There are also several standards sprinkled into the program. The CD opens with a wistful take on Irving Berlin's "Blue Skies" - the vocal begins in a straight-forward manner but Stowell's guitar fills push the piece into a more percussive direction. The Rodgers-Hart classic "My Romance" (from the 1935 musical "Jumbo") is one of the pieces that sounds spontaneous with the wonderful interaction of the wordless vocals with the sprightly acoustic guitar. Ms. Shank gets to the lyrics after a sweet guitar solo and her playful take meshes nicely with the guitar. "Like Someone in Love" (from Jimmy van Heusen and Johnny Burke) opens with a lovely vocal but it's Stowell's delightful guitar solo that stands out. Ms. Shank's stunning vocal reading of "I'll Be Seeing You" (Sammy Fain and Irving Kahal) stands out in its sincerity and honesty. The medley of Woody Guthrie's "Hard Travelin'" with the traditional "Motherless Child" rises up from Ms. Shank's vocal drone. The voice and the bluesy licks from the guitars give the track its dark feeling.

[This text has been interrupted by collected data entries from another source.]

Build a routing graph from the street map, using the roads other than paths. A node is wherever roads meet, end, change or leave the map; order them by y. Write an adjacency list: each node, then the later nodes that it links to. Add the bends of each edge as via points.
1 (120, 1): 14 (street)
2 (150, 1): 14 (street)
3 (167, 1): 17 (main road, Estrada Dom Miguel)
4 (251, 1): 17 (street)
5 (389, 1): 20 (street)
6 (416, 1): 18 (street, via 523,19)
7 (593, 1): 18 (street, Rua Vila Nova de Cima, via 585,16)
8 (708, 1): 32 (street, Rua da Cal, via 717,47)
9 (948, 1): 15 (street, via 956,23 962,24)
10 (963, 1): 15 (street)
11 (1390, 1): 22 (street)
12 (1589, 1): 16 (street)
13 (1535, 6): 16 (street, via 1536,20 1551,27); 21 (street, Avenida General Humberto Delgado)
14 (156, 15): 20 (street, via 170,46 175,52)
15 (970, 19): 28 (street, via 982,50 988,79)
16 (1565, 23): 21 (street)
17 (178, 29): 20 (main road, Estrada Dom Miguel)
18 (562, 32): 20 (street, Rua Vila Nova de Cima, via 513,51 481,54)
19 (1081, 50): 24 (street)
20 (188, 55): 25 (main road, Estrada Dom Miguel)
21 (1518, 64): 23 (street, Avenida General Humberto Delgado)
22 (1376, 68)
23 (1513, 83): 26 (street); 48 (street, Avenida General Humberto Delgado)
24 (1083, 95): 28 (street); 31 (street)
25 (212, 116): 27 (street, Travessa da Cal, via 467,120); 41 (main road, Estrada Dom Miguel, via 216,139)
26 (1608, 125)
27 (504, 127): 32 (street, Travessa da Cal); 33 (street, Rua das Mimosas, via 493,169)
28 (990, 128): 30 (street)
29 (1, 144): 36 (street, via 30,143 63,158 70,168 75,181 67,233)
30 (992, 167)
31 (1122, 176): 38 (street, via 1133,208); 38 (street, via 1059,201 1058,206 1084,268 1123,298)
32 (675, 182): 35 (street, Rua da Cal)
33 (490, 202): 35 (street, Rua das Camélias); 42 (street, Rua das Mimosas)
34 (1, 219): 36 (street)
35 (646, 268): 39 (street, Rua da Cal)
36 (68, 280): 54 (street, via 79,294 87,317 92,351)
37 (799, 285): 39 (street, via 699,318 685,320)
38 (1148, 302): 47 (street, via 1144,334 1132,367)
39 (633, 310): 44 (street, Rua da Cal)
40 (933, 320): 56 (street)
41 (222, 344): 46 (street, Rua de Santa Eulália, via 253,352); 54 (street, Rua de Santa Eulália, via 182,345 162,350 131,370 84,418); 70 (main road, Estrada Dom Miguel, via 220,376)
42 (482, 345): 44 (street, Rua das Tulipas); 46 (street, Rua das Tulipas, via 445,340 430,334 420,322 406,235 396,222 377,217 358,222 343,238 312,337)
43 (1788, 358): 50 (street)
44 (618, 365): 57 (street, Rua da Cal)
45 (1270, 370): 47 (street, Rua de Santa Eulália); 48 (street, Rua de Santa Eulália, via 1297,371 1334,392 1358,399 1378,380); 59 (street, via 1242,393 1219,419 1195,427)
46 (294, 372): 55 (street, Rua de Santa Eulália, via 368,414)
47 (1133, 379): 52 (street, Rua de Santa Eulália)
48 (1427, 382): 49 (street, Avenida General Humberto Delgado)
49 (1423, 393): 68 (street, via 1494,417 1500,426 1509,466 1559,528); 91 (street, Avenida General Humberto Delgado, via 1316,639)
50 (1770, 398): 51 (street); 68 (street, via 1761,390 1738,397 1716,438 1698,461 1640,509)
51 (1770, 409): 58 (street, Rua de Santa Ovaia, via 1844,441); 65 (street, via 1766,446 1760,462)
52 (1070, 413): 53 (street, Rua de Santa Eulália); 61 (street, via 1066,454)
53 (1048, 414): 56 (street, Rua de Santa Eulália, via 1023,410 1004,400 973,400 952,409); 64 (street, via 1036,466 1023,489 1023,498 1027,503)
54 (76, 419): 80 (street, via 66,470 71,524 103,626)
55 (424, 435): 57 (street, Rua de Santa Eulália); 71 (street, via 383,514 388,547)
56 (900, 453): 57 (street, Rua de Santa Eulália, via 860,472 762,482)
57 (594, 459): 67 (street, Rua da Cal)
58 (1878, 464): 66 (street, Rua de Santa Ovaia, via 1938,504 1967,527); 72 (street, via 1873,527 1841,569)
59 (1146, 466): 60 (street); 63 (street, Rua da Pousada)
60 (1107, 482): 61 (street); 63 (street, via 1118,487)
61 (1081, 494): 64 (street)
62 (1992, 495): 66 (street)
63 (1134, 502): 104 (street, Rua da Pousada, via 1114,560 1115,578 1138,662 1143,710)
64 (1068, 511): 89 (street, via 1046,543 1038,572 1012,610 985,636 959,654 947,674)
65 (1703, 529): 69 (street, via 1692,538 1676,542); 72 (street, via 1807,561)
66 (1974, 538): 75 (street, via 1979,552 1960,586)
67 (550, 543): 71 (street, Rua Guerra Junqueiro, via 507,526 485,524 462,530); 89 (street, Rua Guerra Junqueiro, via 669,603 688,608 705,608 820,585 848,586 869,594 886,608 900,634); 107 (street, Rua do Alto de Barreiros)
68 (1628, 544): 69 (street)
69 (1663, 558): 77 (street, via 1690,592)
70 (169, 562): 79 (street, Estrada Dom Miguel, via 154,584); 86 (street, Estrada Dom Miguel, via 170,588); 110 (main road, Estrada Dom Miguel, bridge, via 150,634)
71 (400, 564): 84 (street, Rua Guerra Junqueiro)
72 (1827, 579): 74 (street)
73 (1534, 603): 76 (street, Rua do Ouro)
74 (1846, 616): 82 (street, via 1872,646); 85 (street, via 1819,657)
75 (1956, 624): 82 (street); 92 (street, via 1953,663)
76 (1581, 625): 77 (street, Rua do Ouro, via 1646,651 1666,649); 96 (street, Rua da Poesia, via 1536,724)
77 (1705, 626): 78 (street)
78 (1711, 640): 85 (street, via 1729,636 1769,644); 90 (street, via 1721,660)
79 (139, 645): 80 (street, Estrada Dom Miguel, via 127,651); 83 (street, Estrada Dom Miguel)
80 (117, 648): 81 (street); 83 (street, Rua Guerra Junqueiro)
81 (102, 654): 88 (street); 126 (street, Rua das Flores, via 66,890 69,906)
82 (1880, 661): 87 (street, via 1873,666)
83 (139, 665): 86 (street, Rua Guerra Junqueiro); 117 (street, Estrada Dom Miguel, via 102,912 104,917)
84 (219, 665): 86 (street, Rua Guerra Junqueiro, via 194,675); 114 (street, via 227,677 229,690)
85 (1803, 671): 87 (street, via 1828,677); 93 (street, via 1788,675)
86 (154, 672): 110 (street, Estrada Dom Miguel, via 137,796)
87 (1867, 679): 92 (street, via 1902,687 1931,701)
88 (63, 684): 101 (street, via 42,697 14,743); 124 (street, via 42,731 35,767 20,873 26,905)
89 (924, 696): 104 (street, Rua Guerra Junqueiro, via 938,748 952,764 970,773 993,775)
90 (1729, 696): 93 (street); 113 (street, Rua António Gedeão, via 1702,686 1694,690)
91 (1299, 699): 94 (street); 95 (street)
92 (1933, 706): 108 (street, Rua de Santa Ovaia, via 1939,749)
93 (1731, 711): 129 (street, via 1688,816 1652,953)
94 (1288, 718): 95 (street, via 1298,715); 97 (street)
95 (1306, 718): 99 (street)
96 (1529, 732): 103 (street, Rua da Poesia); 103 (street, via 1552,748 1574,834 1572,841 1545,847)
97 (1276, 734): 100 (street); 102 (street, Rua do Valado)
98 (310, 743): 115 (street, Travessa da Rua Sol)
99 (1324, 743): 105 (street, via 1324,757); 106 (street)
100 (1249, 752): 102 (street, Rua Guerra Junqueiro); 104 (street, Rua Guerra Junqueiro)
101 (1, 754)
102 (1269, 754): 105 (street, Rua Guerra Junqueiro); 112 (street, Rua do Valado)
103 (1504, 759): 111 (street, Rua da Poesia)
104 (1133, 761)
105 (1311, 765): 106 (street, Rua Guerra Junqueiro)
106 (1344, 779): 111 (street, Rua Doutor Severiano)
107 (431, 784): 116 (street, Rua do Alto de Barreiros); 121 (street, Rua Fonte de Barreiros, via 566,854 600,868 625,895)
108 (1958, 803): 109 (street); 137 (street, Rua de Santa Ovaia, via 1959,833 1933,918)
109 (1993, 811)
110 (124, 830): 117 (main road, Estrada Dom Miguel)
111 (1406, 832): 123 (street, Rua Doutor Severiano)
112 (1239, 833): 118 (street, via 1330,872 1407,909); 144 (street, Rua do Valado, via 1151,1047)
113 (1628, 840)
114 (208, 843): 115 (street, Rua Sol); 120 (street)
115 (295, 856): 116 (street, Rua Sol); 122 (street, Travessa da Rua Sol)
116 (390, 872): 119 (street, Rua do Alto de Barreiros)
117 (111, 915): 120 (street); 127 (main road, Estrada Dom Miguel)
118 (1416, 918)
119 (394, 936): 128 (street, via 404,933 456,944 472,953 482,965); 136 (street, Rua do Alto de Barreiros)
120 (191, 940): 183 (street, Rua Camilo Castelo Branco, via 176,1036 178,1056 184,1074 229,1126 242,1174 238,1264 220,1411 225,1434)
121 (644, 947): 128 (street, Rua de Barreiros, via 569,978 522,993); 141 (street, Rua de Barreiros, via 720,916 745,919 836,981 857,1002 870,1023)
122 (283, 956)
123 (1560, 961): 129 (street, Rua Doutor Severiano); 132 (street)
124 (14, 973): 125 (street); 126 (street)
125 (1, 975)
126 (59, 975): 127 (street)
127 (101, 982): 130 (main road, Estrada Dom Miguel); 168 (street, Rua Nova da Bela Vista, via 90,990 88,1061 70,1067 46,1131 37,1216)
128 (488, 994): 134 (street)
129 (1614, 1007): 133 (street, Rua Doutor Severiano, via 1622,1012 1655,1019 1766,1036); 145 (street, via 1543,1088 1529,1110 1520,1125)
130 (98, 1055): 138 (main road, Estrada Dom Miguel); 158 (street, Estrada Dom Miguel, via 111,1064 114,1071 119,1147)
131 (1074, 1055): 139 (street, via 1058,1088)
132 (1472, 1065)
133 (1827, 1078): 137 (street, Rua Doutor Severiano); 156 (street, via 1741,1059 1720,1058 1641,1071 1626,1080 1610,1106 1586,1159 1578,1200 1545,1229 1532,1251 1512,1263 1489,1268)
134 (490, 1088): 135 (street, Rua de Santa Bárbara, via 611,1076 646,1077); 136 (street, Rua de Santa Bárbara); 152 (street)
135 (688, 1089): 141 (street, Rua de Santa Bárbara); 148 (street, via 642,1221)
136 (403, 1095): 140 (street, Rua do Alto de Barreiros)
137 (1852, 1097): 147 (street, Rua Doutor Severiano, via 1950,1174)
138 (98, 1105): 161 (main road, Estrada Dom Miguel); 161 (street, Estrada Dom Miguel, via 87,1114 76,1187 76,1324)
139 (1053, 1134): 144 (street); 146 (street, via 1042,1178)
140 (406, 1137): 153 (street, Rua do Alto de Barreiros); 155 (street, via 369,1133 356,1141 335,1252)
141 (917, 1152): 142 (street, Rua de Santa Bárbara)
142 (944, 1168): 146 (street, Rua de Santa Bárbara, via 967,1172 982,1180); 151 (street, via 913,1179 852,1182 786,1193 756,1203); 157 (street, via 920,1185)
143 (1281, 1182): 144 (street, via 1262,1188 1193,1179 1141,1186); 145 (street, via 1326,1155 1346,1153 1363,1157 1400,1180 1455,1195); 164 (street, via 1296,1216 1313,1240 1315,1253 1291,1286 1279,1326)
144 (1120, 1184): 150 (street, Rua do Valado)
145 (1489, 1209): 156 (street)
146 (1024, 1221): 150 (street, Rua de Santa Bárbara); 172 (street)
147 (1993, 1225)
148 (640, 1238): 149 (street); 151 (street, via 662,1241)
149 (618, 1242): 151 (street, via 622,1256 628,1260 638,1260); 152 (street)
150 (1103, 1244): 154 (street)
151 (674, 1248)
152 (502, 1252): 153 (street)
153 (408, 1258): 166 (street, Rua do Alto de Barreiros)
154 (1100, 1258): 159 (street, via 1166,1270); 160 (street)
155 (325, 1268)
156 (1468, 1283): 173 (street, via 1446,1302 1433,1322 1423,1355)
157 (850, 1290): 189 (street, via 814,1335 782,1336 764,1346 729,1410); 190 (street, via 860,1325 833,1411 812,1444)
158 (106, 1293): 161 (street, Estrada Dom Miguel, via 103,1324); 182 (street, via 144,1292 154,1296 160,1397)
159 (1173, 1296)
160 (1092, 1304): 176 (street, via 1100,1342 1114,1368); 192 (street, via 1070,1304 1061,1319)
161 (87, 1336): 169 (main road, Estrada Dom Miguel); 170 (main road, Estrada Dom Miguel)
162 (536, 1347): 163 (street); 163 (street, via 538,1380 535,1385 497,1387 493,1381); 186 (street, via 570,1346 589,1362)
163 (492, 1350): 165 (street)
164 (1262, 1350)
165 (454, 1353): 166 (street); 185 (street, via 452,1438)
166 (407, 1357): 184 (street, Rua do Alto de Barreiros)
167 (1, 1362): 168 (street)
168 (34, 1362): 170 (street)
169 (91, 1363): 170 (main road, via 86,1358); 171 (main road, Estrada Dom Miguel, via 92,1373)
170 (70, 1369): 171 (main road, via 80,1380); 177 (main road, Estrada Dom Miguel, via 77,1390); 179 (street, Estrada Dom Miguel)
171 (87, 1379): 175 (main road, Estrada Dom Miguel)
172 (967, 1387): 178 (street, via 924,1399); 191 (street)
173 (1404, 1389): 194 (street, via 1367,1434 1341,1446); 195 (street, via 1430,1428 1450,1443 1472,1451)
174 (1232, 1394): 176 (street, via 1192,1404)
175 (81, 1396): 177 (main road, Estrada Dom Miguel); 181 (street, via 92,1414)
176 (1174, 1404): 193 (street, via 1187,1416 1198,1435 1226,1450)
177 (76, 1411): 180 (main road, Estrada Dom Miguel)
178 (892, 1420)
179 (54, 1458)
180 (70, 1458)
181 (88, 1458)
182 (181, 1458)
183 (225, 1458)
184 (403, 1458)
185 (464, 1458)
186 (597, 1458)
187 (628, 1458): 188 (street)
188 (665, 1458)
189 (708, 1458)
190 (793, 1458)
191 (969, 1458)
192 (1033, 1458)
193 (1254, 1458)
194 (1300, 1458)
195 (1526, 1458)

The title track adds Ms. Shank's lyrical tour of the New York City neighborhoods to Mr. Stowell's original "Lonely Blue Angel" while "Ghost" is a memory of one of the vocalist's close friends who took his own life. The latter piece is suffused with the light of understanding that life is fragile and "..much to short not to forgive...now." The gentle feel of both vocal and guitar is buoyant and kind. "Simple Pleasures" affixes wordless vocals to a handsome Stowell melody; the looped voices give the piece its dreamy quality while the fine acoustic and overdubbed electric guitar work adds a lovely counterpoint.
There is much to digest on "New York Conversations" but one cannot miss the obvious affection that Kendra Shank and John Stowell have for each other and this project. They do not force the action, the songs move organically, even the "electronic effects" feel just right. This music might not knock you over but there are a surplus of moments that will give you great comfort. For more information, go to www.kendrashank.com.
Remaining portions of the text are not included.